European Commission ignores the environmental and climate impacts of the EU-Mercosur trade deal

On 29 March 2021, the final version of the long-awaited assessment of the sustainability impacts of the EU-Mercosur agreement was published by the European Commission. The analysis was carried out by the London School of Economics.

Such sustainability impact assessments are conducted by the European Commission in order to identify key sustainability issues in advance and during trade negotiations, in order to inform the EU’s negotiating position. However, the assessment of the impacts that the EU-Mercosur deal could have on sustainability came nearly two years after the conclusion of the negotiations themselves, and hence its findings have not been taken into account in the negotiations, a significant failure which the European Ombudsman recently constituted as maladministration on the European Commission’s side.

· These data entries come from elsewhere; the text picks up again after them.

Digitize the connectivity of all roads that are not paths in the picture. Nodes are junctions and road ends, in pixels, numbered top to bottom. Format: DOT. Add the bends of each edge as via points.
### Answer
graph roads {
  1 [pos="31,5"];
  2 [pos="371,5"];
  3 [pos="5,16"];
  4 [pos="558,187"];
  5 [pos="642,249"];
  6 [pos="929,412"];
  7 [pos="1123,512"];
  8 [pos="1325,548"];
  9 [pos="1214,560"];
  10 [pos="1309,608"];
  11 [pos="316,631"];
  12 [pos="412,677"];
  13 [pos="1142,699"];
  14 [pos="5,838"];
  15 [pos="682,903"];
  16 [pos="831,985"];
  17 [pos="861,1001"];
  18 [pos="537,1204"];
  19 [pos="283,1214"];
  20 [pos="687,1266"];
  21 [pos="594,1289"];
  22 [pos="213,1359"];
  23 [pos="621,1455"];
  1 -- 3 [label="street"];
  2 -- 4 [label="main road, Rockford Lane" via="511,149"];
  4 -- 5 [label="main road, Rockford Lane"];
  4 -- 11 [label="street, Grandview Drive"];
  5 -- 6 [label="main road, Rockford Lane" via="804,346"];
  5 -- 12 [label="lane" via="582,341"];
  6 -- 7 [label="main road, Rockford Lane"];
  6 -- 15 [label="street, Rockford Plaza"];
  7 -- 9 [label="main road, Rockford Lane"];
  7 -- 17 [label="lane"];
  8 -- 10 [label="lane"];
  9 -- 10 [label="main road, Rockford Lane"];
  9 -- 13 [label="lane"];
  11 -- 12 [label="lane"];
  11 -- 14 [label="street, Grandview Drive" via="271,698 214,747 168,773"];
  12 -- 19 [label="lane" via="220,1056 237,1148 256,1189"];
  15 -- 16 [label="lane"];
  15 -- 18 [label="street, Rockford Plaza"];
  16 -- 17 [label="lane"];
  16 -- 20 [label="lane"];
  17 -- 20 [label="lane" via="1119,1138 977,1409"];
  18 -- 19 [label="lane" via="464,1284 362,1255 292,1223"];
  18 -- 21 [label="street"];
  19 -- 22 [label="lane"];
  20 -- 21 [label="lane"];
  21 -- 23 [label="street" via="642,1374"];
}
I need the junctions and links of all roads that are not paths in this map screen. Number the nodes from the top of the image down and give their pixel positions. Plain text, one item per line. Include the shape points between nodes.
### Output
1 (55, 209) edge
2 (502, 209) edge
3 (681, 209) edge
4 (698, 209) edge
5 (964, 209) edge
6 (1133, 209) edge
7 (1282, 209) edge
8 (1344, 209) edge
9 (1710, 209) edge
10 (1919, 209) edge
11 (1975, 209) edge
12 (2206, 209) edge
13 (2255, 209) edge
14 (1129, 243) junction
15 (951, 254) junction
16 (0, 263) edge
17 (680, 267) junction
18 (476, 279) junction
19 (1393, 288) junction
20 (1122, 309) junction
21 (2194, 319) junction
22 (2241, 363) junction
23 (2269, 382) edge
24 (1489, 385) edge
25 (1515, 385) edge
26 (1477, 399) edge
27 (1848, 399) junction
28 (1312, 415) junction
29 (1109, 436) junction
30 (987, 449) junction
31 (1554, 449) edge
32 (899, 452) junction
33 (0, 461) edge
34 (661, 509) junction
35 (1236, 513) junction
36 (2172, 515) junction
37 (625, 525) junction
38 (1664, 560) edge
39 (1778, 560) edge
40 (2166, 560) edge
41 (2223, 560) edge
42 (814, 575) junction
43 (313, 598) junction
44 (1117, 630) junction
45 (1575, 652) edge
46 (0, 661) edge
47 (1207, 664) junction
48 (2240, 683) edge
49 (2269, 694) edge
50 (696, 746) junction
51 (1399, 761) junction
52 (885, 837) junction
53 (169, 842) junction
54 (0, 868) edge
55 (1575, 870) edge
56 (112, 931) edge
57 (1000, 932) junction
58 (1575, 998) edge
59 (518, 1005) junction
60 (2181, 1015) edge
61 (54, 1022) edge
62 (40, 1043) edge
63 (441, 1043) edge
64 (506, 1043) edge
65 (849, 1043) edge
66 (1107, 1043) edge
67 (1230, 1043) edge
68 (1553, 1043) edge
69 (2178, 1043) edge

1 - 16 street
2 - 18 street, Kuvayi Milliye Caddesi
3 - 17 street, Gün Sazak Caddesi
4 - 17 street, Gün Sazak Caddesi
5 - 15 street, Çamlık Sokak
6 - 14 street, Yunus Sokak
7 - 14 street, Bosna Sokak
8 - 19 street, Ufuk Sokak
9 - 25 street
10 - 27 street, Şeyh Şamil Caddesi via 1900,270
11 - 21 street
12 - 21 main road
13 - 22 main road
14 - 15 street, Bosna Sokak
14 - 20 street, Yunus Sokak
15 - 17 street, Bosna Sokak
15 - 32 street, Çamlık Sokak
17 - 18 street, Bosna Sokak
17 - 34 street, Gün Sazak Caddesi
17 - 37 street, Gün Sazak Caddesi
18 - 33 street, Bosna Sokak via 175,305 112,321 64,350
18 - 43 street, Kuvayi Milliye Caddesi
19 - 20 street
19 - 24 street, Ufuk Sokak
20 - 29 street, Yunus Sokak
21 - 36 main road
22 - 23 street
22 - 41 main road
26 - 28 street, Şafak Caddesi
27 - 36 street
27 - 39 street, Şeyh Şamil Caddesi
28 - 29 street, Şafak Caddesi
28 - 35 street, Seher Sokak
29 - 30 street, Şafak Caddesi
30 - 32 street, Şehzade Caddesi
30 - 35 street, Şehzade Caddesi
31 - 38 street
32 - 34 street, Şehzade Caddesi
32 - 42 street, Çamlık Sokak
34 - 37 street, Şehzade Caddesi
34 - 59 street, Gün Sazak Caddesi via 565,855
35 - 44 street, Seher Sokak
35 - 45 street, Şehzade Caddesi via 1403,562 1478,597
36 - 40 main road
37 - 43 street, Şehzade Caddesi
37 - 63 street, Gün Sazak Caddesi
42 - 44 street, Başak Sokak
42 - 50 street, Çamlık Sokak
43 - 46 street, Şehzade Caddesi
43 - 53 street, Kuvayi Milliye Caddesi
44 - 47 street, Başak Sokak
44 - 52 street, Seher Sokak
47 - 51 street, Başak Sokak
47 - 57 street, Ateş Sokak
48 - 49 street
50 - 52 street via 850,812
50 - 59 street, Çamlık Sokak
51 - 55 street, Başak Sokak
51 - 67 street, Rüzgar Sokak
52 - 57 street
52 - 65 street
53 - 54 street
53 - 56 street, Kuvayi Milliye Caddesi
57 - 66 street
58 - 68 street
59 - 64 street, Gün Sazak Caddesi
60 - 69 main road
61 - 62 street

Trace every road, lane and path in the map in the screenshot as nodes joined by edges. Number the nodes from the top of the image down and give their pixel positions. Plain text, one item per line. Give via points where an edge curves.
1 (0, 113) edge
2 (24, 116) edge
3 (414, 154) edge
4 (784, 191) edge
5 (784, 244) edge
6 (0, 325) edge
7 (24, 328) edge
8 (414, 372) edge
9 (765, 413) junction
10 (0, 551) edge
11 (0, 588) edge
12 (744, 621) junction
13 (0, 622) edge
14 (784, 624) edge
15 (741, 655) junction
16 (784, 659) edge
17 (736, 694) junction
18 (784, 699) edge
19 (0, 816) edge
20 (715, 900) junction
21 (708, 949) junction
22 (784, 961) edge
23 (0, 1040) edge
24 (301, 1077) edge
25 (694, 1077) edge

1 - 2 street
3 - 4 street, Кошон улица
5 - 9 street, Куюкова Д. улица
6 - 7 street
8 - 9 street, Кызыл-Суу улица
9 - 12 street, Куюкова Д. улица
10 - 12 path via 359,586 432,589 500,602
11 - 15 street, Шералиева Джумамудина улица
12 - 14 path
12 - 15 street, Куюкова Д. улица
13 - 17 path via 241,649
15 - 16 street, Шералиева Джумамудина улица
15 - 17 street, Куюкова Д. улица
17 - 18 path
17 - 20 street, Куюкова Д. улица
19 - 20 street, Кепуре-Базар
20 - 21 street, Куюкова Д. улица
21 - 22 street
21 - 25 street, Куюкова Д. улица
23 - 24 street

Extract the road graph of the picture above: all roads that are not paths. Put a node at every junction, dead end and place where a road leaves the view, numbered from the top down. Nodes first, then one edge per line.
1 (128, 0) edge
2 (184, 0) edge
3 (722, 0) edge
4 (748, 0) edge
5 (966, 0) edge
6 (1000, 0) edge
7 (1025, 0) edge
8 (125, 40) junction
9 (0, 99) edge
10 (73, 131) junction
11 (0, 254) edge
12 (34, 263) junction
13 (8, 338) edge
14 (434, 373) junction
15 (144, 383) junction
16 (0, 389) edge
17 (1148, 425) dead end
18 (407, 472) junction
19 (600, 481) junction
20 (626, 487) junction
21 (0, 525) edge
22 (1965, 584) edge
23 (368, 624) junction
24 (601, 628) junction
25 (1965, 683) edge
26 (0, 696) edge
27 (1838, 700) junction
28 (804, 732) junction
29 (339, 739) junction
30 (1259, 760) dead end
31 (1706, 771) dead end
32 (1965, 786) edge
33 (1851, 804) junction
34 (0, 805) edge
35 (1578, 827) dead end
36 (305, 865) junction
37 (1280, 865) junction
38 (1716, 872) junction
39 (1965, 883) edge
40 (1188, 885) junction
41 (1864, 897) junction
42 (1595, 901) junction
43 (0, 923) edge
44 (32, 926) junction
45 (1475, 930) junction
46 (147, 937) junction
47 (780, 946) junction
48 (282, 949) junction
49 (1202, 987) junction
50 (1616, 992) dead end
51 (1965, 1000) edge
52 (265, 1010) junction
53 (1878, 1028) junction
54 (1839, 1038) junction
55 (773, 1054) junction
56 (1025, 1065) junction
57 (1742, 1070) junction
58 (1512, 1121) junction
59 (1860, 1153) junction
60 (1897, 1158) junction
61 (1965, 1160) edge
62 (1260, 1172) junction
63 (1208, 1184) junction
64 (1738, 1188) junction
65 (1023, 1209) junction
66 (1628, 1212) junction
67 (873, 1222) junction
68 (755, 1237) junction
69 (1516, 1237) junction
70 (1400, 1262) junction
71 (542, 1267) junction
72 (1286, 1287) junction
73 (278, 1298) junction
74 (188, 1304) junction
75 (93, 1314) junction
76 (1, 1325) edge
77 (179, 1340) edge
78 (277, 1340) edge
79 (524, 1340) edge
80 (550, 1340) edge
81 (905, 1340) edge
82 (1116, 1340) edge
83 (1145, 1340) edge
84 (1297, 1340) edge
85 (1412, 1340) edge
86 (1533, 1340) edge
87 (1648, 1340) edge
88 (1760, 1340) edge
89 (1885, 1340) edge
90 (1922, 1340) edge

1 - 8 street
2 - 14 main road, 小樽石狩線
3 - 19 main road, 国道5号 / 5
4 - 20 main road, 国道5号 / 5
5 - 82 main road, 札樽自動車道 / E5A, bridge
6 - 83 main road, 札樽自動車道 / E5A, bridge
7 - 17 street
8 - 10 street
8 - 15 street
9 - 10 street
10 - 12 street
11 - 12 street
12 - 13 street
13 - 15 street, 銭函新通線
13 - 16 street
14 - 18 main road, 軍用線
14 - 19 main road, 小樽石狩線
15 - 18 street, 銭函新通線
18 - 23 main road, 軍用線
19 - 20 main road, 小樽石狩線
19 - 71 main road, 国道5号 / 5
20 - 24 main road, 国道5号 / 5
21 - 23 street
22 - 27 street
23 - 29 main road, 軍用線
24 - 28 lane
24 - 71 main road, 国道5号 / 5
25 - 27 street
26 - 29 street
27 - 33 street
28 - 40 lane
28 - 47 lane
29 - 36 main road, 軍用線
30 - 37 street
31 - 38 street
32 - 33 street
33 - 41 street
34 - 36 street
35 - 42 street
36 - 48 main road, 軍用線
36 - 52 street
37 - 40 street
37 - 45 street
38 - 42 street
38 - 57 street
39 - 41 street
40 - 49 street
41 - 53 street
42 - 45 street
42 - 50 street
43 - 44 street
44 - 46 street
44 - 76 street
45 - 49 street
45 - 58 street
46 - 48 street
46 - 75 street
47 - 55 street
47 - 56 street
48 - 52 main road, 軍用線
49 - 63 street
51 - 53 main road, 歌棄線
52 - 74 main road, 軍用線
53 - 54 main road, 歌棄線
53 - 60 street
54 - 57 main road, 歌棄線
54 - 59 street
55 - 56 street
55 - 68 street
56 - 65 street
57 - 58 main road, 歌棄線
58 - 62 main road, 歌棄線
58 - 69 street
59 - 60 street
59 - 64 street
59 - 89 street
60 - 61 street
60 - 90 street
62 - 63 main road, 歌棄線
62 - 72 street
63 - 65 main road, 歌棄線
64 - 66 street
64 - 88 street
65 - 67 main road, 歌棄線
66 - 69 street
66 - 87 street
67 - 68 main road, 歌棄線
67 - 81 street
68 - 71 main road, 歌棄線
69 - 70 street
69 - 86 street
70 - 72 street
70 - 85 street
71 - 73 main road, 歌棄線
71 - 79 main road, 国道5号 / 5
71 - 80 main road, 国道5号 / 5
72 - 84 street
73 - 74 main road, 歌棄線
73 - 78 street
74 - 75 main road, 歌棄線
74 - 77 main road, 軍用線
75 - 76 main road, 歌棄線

Crucially, the content of the impact assessment itself leaves much room to desire.

Already the draft report from mid-2020 skimmed over the disastrous deforestation record of the current Brazilian administration, briefly mentioning the higher intensity of Amazon forest fires recorded in 2019, but claiming that it was not possible to determine whether this was an exceptional event or a trend. The final report, which comes after not only the 2019, but also the 2020 Amazon fire season – which confirmed this negative and worrying increase in deforestation in Brazil -, does not correct the analysis nor add any new deforestation numbers. This is a deliberate choice, given that in late 2020, ahead of publication of the sustainability impact assessment, official data had shown that deforestation soared to a 12-year high in the Brazilian Amazon. Yet these numbers are ignored in the sustainability assessment in order to favour the erroneous conclusion that the deal may not have a significant impact on deforestation. Such a conclusion had already been countered and debunked by various stakeholders, not least the experts who wrote a report commissioned by the French government which estimated that the deal could increase deforestation in Mercosur countries by a whopping 25%.

Even more striking is the impact assessment’s omission of an analysis of the potential CO2 emissions that the EU-Mercosur agreement will create linked to land use change needed to produce the increased agricultural exports from Mercosur to the EU. In fact, the impact assessment concludes that the CO2 emissions impact of the agreement overall will be „negligible“, yet in this final version a crucial disclaimer has been added that this analysis does not consider emissions related to land use, land use change and forestry. The report briefly refers to numbers regarding „current“ CO2 emissions from land use in Brazil and other countries, yet this comes from outdated 2010 data. In November 2020, before the final report was published, an analysis was released which estimated nearly 10% increase in annual carbon emissions in Brazil in 2019, mainly due to land use change and deforestation.

In the European Commission’s position paper reacting to the impact assessment, they omit this very important disclaimer, trying to pass off the assessment that the EU-Mercosur deal will lead to negligible impacts on CO2 emissions and climate change. It should have been highlighted by the Commission that the assessment did not in any meaningful way address the impacts on CO2 emissions coming from the land use associated with the deal.

Considering the EU’s ambitious climate goals, the EU Green Deal and the recently published Communication on Trade Policy Review which emphasises the need for sustainable trade which supports the green transition, it is a key failure that the sustainability impact assessment of the EU-Mercosur trade deal and the Commission’s official response to it does not grant much consideration to CO2 emissions and climate change.

The content and effect of the trade disciplines comprehensively covered in the agreement run absolutely contrary to climate objectives. Making the Paris Agreement an essential element via an additional declaration will not solve this significant gap. If the EU is serious about its environmental and climate commitments, it needs to reopen negotiations in order to revise the deal and address this shortcoming, anchoring sanctionable environmental and climate standards throughout the agreement.